[Data for analysis Boundary: Start]

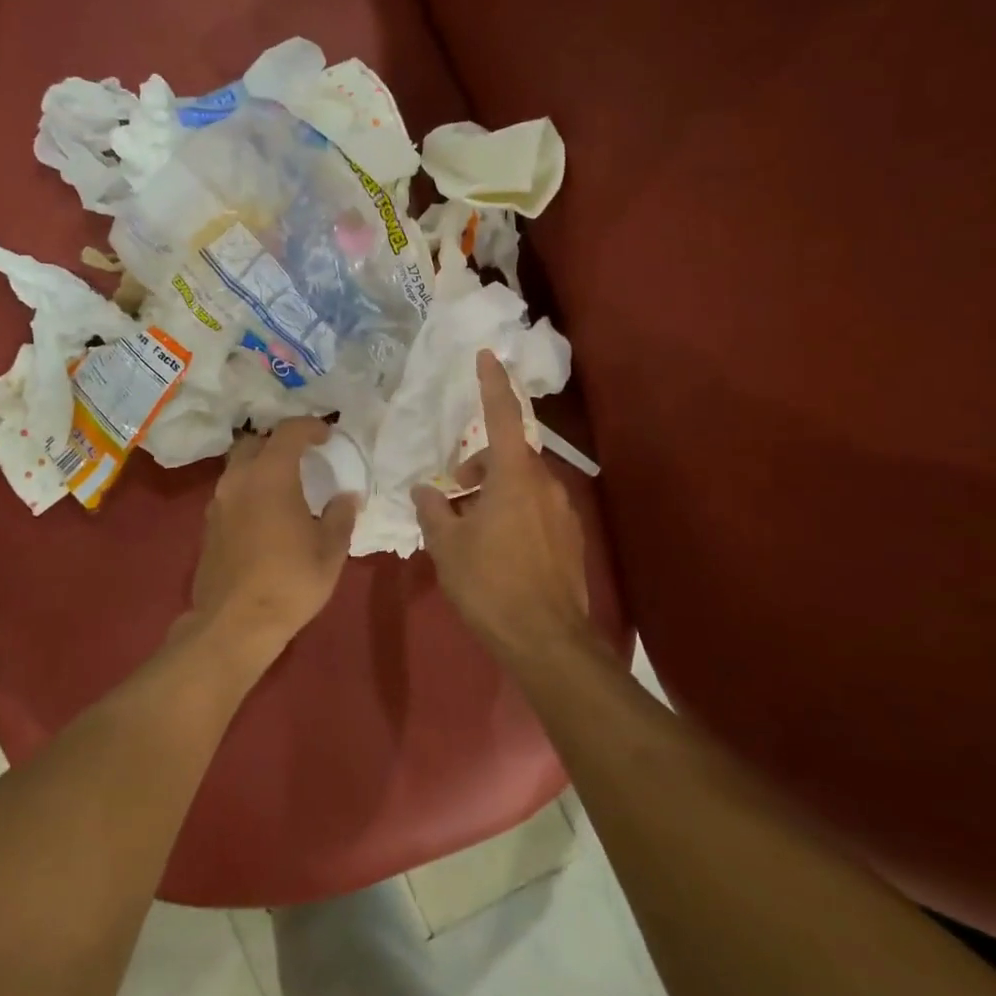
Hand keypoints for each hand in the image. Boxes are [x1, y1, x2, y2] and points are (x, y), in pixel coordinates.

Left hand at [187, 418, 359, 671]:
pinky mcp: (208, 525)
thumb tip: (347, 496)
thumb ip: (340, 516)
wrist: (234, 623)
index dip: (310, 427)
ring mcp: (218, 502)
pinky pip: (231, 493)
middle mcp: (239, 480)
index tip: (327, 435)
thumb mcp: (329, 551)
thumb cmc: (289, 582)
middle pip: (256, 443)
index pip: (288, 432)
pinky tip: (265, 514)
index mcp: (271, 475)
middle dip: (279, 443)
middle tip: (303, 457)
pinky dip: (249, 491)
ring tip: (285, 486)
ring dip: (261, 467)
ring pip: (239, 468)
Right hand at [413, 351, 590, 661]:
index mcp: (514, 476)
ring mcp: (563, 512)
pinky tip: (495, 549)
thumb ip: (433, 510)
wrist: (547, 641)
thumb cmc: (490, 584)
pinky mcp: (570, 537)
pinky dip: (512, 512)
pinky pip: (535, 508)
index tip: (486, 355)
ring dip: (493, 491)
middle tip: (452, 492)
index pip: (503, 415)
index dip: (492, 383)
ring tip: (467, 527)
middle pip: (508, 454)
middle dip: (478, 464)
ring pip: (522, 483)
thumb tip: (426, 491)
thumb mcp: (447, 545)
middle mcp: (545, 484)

[Data for analysis Boundary: End]

### Task requirements
Write out the records above exactly. Begin with the first line, end with the line holding "index dip: (310, 427)", and drop the pictures.

### Solution for this task
Hand keypoints for each hand in the image. Boxes are [x1, y1, x2, y2] and points are (x, y), in pixel coordinates.

Left hand at [187, 418, 359, 671]:
pinky mcp: (208, 525)
thumb tip: (347, 496)
thumb ip: (340, 516)
wrist: (234, 623)
index dip: (310, 427)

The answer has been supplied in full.